### THE PROBLEM
In full and word for word, give the records again.

### DATA FOR THE TASK
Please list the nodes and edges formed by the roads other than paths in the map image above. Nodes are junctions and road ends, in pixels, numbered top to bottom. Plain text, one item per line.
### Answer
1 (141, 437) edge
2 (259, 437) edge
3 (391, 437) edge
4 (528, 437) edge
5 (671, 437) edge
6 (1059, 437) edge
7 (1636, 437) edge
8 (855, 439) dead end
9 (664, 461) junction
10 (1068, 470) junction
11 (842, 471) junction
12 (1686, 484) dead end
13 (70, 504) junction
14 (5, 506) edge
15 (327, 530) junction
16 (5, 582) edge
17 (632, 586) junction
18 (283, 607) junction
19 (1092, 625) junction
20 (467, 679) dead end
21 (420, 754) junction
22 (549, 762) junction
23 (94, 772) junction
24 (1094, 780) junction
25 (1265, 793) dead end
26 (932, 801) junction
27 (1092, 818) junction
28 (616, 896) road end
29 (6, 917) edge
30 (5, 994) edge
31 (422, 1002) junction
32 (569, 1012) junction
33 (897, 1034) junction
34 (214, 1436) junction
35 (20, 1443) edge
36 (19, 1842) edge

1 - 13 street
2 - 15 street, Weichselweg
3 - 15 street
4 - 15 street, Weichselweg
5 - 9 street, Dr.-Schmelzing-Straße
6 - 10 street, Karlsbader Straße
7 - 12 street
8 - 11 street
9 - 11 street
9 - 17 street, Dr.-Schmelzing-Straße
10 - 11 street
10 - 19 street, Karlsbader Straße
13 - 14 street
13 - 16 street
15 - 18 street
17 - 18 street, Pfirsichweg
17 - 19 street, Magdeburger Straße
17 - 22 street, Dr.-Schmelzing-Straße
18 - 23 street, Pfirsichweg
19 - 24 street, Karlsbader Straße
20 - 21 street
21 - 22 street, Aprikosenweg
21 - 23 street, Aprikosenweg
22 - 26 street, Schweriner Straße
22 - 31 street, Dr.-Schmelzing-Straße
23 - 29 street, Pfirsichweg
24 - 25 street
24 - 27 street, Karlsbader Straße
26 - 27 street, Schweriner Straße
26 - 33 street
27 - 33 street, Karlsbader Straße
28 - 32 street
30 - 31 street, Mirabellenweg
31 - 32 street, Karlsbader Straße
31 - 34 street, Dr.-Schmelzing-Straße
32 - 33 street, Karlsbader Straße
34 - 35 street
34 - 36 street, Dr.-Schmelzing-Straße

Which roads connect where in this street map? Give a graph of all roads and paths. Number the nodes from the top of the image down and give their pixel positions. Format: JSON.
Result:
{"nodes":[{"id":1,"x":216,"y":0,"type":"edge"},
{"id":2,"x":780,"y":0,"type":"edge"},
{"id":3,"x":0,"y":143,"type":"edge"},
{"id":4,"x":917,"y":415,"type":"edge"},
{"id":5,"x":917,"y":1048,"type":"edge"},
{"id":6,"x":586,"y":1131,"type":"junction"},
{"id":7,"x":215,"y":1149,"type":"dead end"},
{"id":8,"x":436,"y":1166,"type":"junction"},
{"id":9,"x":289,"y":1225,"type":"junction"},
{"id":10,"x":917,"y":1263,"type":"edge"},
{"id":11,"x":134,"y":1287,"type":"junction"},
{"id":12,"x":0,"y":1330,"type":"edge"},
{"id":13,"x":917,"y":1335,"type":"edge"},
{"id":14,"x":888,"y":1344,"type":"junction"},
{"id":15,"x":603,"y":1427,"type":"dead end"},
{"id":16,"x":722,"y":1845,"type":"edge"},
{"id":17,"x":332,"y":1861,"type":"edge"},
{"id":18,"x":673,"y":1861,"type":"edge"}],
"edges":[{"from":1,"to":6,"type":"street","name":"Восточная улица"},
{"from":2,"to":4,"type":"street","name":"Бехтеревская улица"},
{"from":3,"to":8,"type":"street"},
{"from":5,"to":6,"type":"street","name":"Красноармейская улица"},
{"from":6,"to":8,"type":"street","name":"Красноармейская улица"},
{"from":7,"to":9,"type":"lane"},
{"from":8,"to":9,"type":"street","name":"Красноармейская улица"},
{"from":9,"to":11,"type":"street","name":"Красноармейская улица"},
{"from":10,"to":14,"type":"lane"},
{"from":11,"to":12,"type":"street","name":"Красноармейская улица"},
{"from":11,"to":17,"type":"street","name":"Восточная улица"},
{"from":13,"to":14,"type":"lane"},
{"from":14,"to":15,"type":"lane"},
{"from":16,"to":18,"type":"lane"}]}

### RESPONSE AREA
Please list the nodes and edges formed by the roads other than paths in the map image above. Nodes are junctions and road ends, in pixels, numbered top to bottom. Plain text, one item per line.
### Answer
1 (141, 437) edge
2 (259, 437) edge
3 (391, 437) edge
4 (528, 437) edge
5 (671, 437) edge
6 (1059, 437) edge
7 (1636, 437) edge
8 (855, 439) dead end
9 (664, 461) junction
10 (1068, 470) junction
11 (842, 471) junction
12 (1686, 484) dead end
13 (70, 504) junction
14 (5, 506) edge
15 (327, 530) junction
16 (5, 582) edge
17 (632, 586) junction
18 (283, 607) junction
19 (1092, 625) junction
20 (467, 679) dead end
21 (420, 754) junction
22 (549, 762) junction
23 (94, 772) junction
24 (1094, 780) junction
25 (1265, 793) dead end
26 (932, 801) junction
27 (1092, 818) junction
28 (616, 896) road end
29 (6, 917) edge
30 (5, 994) edge
31 (422, 1002) junction
32 (569, 1012) junction
33 (897, 1034) junction
34 (214, 1436) junction
35 (20, 1443) edge
36 (19, 1842) edge

1 - 13 street
2 - 15 street, Weichselweg
3 - 15 street
4 - 15 street, Weichselweg
5 - 9 street, Dr.-Schmelzing-Straße
6 - 10 street, Karlsbader Straße
7 - 12 street
8 - 11 street
9 - 11 street
9 - 17 street, Dr.-Schmelzing-Straße
10 - 11 street
10 - 19 street, Karlsbader Straße
13 - 14 street
13 - 16 street
15 - 18 street
17 - 18 street, Pfirsichweg
17 - 19 street, Magdeburger Straße
17 - 22 street, Dr.-Schmelzing-Straße
18 - 23 street, Pfirsichweg
19 - 24 street, Karlsbader Straße
20 - 21 street
21 - 22 street, Aprikosenweg
21 - 23 street, Aprikosenweg
22 - 26 street, Schweriner Straße
22 - 31 street, Dr.-Schmelzing-Straße
23 - 29 street, Pfirsichweg
24 - 25 street
24 - 27 street, Karlsbader Straße
26 - 27 street, Schweriner Straße
26 - 33 street
27 - 33 street, Karlsbader Straße
28 - 32 street
30 - 31 street, Mirabellenweg
31 - 32 street, Karlsbader Straße
31 - 34 street, Dr.-Schmelzing-Straße
32 - 33 street, Karlsbader Straße
34 - 35 street
34 - 36 street, Dr.-Schmelzing-Straße

Which roads connect where in this street map? Give a graph of all roads and paths. Number the nodes from the top of the image down and give their pixel positions. Format: JSON.
Result:
{"nodes":[{"id":1,"x":216,"y":0,"type":"edge"},
{"id":2,"x":780,"y":0,"type":"edge"},
{"id":3,"x":0,"y":143,"type":"edge"},
{"id":4,"x":917,"y":415,"type":"edge"},
{"id":5,"x":917,"y":1048,"type":"edge"},
{"id":6,"x":586,"y":1131,"type":"junction"},
{"id":7,"x":215,"y":1149,"type":"dead end"},
{"id":8,"x":436,"y":1166,"type":"junction"},
{"id":9,"x":289,"y":1225,"type":"junction"},
{"id":10,"x":917,"y":1263,"type":"edge"},
{"id":11,"x":134,"y":1287,"type":"junction"},
{"id":12,"x":0,"y":1330,"type":"edge"},
{"id":13,"x":917,"y":1335,"type":"edge"},
{"id":14,"x":888,"y":1344,"type":"junction"},
{"id":15,"x":603,"y":1427,"type":"dead end"},
{"id":16,"x":722,"y":1845,"type":"edge"},
{"id":17,"x":332,"y":1861,"type":"edge"},
{"id":18,"x":673,"y":1861,"type":"edge"}],
"edges":[{"from":1,"to":6,"type":"street","name":"Восточная улица"},
{"from":2,"to":4,"type":"street","name":"Бехтеревская улица"},
{"from":3,"to":8,"type":"street"},
{"from":5,"to":6,"type":"street","name":"Красноармейская улица"},
{"from":6,"to":8,"type":"street","name":"Красноармейская улица"},
{"from":7,"to":9,"type":"lane"},
{"from":8,"to":9,"type":"street","name":"Красноармейская улица"},
{"from":9,"to":11,"type":"street","name":"Красноармейская улица"},
{"from":10,"to":14,"type":"lane"},
{"from":11,"to":12,"type":"street","name":"Красноармейская улица"},
{"from":11,"to":17,"type":"street","name":"Восточная улица"},
{"from":13,"to":14,"type":"lane"},
{"from":14,"to":15,"type":"lane"},
{"from":16,"to":18,"type":"lane"}]}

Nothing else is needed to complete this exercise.